Falls risk can be of great concern for patients being treated on in a psychiatric inpatient service. Assessment of these risks can be accounted for, for several different reasons. Medications may contribute to increased falls risks due to side effects such as dizziness, hypotension and alertness (Edmonson, Robinson & Hughes, 2011). Patients diagnosed with paranoid schizophrenia may have altered judgement and inability to interpret environmental hazards, either due to their psychotic symptoms or through lack of sleep due to psychotic symptoms (Edmonson, Robinson & Hughes, 2011).
Risk assessments are an important aspect of assessing any patient with a mental illness. In a patient with paranoid schizophrenia, they may be suffering with positive symptoms such as command auditory hallucinations of an aggressive nature, increasing the likely risk of becoming violent (Balaratnasingam, 2011). Many different tools are used to formulate a risk assessment. Different services may have different policies and procedures to formulate a risk assessment. Risk assessments are utilised to focus on the patient’s individual needs. Risk assessments are also designed to manage and identify areas of concern, either to the patient or health professional’s involved in the care of the patient. Areas of risk assessment may include suicide or self harm, absconding, aggression or violence, substance use, vulnerabilities and neglect, non adherence or compliance. These areas of assessment may include past risk and current risk factors (Edward, Munro, Robins & Welch, 2011). Risk assessment of the patient is important but also risk towards others. Patients with paranoid schizophrenia are more opportunistic in behaving aggressively or violently towards co-patients and/or staff, which is why implementation of such assessment tools have been put in place (Langan, 2008).
Upon completion of regular risk assessment screening tools the nurse must implement measures to minimize risks which have been identified. Good examples of this on an inpaitent unit are increased visual observations, the use of PRN medication, utilising the low stimulus environment of the acute management area, increased one-on-one time with the patient to deescalate the situation.
Substance use is of particular importance for the mental health nurse to assess. It enables the treating team to have an understanding of contributing factors to the patients relapse, helps identify if there are any risks which need to be controlled due to withdrawal whilst an inpatient, and also helps to identify any areas in which the treating team can work with the patient to resolve substance abuse issues, if the patient is willing to do so (Saddichha, Sur, Sinha & Khess, 2010). In order to assess whether or not a patient is willing to address their substance use, the nurse can utilise the stages of change model. This model includes stages such as pre-contemplative, contemplative, preparation, action, maintenance and relapse. It is a circular model, which individuals can work their way around, often several times ending in relapse and beginning again when they feel ready. With dual diagnosis playing such an integral role on modern day mental health it is vital that the nurse assesses both substance use and patients willingness to address these issue, and refer on to drug and alcohol services as appropriate (Mental Illness Fellowship Victoria, 2005).

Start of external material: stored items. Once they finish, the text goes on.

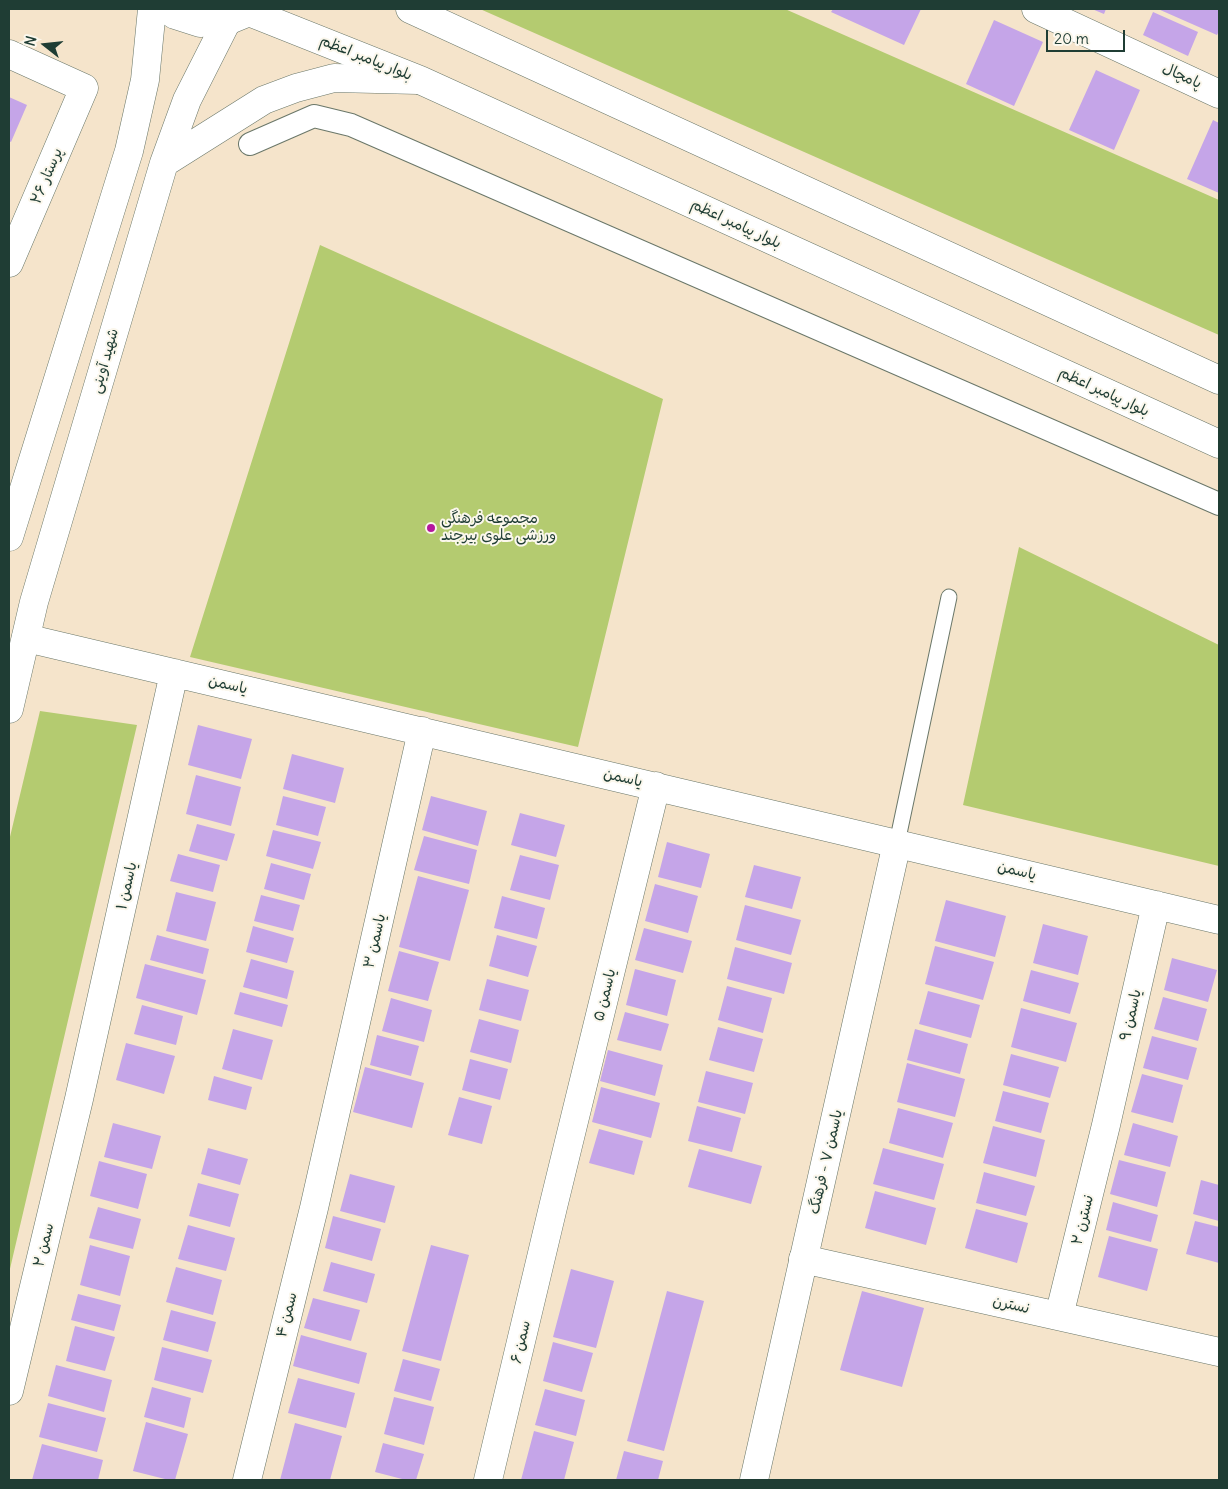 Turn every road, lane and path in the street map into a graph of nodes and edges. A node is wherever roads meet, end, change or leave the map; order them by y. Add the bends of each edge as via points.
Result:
1 (152, 9) edge
2 (166, 9) edge
3 (410, 9) edge
4 (1036, 9) edge
5 (243, 14) edge
6 (9, 54) edge
7 (420, 80) junction
8 (1219, 94) edge
9 (250, 144) dead end
10 (164, 163) junction
11 (9, 263) edge
12 (1219, 380) edge
13 (1219, 444) edge
14 (1219, 504) edge
15 (9, 537) edge
16 (949, 596) dead end
17 (26, 638) junction
18 (174, 672) junction
19 (9, 709) edge
20 (422, 731) junction
21 (656, 786) junction
22 (897, 843) junction
23 (1156, 905) junction
24 (1219, 920) edge
25 (79, 1099) joint
26 (1106, 1124) joint
27 (327, 1150) joint
28 (554, 1203) joint
29 (804, 1259) junction
30 (1059, 1316) junction
31 (1219, 1352) edge
32 (9, 1391) edge
33 (247, 1480) edge
34 (488, 1480) edge
35 (754, 1480) edge

1 - 15 street via 145,80 129,151
2 - 5 street via 200,23
3 - 12 street
4 - 8 street, پامچال
5 - 7 street, بلوار پیامبر اعظم
5 - 10 street, شهید آوینی via 187,100
6 - 11 street, پرستار ۲۶ via 84,88
7 - 10 street via 334,78 296,88 264,100
7 - 13 street, بلوار پیامبر اعظم
9 - 14 street via 314,116 351,125
10 - 17 street, شهید آوینی
16 - 22 lane
17 - 18 street, یاسمن
17 - 19 street, شهید آوینی
18 - 20 street, یاسمن
18 - 25 street, یاسمن ۱
20 - 21 street, یاسمن
20 - 27 street, یاسمن ۳
21 - 22 street, یاسمن
21 - 28 street, یاسمن ۵
22 - 23 street, یاسمن
22 - 29 street, یاسمن ۷ - فرهنگ
23 - 24 street, یاسمن
23 - 26 street, یاسمن ۹
25 - 32 street, سمن ۲
26 - 30 street, نسترن ۲
27 - 33 street, سمن ۴
28 - 34 street, سمن ۶
29 - 30 street, نسترن
29 - 35 street, یاسمن ۷ - فرهنگ
30 - 31 street, نسترن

The vast majority of patients being treated for schizophrenia will likely be managed with antipsychotic medication, based on the presenting and ongoing symptoms and the severity. With this being the case, antipsychotic medications often have side effects that need to be monitored regularly by the health professionals (Young et al, 2011). Compliance is often a challenge with patients either because of the unmanageable side effects they experience or through limited insight. It is a role of the health professionals involved in the care to closely monitor this behaviour, as the effectiveness of the treatment may be affected (Young et al, 2011). Keller, Drexler &Lichtenberg (2009) discuss the benefits of treating paranoid schizophrenia with atypical antipsychotic medication clozapine and Electroconvulsive Therapy (ECT). However both forms of treatment are linked with harsh side effects. As a nurse it is important to manage these side effects as best possible . Thus relieving anxiety related to treatment, ensuring healthy outcomes for the patient, this is making physical health an important aspect of management (Keller, Drexler &Lichtenberg, 2009).
Physical health is an area that is of equal importance to a patient’s mental health. With the treatment of schizophrenia frequently resulting in antipsychotic medication, this brings about the need to manage patient’s physical status, as such side effects as increased weight gain may hinder the recovery process, through patients becoming non-compliant, poor self esteem resulting in further social isolation and further lowered mood (Dunbar, Brandt, Wheeler & Harrison, 2010).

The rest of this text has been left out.